• Problem to work on: From the line holding "Digitize the connectivity of all roads that" to the final line of the entries, set down each line exactly, including both, and nothing more.

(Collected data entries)
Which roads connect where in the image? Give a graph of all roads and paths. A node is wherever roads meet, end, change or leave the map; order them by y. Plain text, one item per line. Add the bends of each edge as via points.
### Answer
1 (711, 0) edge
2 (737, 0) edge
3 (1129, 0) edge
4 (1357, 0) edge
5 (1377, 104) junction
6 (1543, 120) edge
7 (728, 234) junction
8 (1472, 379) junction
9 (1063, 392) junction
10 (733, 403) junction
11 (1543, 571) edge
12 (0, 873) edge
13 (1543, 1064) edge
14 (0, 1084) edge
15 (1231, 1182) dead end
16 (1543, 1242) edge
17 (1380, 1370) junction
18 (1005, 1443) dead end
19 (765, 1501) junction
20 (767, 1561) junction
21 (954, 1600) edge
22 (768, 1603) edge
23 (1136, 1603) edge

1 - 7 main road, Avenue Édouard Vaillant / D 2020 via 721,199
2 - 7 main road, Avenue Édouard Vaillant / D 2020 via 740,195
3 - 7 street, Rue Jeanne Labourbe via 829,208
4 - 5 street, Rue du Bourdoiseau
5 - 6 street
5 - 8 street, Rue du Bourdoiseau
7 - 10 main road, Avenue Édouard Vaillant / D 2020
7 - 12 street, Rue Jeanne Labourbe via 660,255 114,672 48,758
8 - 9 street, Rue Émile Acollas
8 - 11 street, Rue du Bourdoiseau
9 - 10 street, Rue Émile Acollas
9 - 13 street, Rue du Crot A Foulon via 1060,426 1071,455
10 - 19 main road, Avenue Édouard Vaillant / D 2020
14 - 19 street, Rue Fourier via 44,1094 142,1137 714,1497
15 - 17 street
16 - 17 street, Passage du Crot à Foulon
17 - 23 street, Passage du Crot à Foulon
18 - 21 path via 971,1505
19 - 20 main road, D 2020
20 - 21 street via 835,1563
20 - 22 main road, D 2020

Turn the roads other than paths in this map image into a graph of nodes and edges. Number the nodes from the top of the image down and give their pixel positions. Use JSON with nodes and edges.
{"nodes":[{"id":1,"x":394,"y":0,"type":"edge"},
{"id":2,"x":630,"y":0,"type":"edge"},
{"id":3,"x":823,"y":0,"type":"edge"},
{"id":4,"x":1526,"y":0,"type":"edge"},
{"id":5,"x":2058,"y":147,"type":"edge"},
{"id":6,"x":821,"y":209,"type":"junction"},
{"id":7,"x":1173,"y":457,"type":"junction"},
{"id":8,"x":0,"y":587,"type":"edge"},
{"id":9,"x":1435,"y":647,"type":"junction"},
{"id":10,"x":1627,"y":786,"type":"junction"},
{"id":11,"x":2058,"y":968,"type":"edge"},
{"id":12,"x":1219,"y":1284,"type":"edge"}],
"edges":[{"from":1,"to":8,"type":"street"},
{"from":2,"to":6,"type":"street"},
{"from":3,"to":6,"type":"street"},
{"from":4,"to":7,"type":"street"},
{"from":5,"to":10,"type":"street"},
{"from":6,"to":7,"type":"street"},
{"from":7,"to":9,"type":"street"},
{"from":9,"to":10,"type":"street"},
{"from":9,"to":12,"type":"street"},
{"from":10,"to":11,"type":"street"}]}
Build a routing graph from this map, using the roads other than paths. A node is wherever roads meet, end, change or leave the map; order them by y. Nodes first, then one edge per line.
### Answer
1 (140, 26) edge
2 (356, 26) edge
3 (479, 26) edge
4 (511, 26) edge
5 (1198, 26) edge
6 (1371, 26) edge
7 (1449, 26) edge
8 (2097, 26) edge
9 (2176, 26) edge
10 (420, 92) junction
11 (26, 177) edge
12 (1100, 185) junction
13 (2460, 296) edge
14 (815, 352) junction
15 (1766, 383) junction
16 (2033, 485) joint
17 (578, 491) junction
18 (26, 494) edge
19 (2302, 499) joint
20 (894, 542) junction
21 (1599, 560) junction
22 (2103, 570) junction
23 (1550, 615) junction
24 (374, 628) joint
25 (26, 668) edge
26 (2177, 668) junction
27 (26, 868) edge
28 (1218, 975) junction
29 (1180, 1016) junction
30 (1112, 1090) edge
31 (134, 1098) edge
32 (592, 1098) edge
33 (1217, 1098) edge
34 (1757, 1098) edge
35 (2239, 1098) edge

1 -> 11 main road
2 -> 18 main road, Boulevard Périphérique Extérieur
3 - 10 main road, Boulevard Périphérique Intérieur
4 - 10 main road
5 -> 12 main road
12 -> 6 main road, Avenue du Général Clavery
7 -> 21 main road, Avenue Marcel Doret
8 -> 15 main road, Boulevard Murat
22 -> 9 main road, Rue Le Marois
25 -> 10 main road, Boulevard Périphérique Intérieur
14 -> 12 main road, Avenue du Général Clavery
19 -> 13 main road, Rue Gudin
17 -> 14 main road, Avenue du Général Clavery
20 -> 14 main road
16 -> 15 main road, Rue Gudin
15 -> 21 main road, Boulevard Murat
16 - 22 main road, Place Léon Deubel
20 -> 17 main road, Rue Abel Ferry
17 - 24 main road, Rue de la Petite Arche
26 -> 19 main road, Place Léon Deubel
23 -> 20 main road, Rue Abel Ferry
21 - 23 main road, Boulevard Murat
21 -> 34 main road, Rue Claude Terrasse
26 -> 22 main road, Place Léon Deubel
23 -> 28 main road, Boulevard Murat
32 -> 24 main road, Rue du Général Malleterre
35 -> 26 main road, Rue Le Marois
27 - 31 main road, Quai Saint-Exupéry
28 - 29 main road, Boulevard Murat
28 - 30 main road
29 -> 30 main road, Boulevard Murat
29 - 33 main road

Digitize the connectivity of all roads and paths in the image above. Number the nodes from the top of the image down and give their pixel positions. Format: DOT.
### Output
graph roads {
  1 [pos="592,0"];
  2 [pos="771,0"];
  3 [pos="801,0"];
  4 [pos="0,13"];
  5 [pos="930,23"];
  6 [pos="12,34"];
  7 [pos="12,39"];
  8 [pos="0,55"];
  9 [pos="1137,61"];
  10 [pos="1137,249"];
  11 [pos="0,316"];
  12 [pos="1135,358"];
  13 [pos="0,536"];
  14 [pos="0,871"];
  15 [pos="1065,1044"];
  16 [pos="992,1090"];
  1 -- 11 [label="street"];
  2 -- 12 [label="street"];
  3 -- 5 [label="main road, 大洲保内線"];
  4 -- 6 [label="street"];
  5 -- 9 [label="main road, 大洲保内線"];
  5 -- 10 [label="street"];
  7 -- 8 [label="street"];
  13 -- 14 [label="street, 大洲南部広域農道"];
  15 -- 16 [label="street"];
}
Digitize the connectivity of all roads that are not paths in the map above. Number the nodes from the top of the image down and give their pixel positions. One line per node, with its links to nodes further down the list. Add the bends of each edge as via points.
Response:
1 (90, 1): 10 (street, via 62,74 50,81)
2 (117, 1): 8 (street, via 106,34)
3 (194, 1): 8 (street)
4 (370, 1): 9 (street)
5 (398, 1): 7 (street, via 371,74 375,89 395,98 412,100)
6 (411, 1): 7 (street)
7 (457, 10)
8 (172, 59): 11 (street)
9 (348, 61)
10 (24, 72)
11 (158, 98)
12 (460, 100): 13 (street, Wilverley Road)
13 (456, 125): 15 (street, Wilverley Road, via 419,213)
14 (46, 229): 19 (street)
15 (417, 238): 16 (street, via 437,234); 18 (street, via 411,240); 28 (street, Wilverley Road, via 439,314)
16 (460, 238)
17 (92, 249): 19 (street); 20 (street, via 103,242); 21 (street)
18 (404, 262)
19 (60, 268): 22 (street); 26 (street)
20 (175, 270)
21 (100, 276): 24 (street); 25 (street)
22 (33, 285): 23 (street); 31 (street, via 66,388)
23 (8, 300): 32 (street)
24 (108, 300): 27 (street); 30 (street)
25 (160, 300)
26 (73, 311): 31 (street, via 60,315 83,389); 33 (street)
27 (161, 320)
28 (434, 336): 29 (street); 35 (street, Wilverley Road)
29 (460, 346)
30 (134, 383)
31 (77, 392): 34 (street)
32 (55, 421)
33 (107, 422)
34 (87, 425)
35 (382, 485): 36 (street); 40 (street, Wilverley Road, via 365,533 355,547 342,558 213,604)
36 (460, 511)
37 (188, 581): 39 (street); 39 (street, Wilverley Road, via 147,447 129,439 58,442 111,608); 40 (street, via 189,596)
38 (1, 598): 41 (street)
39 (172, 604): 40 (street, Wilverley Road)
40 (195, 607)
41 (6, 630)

• Response to the exercise:
Digitize the connectivity of all roads that are not paths in the map above. Number the nodes from the top of the image down and give their pixel positions. One line per node, with its links to nodes further down the list. Add the bends of each edge as via points.
Response:
1 (90, 1): 10 (street, via 62,74 50,81)
2 (117, 1): 8 (street, via 106,34)
3 (194, 1): 8 (street)
4 (370, 1): 9 (street)
5 (398, 1): 7 (street, via 371,74 375,89 395,98 412,100)
6 (411, 1): 7 (street)
7 (457, 10)
8 (172, 59): 11 (street)
9 (348, 61)
10 (24, 72)
11 (158, 98)
12 (460, 100): 13 (street, Wilverley Road)
13 (456, 125): 15 (street, Wilverley Road, via 419,213)
14 (46, 229): 19 (street)
15 (417, 238): 16 (street, via 437,234); 18 (street, via 411,240); 28 (street, Wilverley Road, via 439,314)
16 (460, 238)
17 (92, 249): 19 (street); 20 (street, via 103,242); 21 (street)
18 (404, 262)
19 (60, 268): 22 (street); 26 (street)
20 (175, 270)
21 (100, 276): 24 (street); 25 (street)
22 (33, 285): 23 (street); 31 (street, via 66,388)
23 (8, 300): 32 (street)
24 (108, 300): 27 (street); 30 (street)
25 (160, 300)
26 (73, 311): 31 (street, via 60,315 83,389); 33 (street)
27 (161, 320)
28 (434, 336): 29 (street); 35 (street, Wilverley Road)
29 (460, 346)
30 (134, 383)
31 (77, 392): 34 (street)
32 (55, 421)
33 (107, 422)
34 (87, 425)
35 (382, 485): 36 (street); 40 (street, Wilverley Road, via 365,533 355,547 342,558 213,604)
36 (460, 511)
37 (188, 581): 39 (street); 39 (street, Wilverley Road, via 147,447 129,439 58,442 111,608); 40 (street, via 189,596)
38 (1, 598): 41 (street)
39 (172, 604): 40 (street, Wilverley Road)
40 (195, 607)
41 (6, 630)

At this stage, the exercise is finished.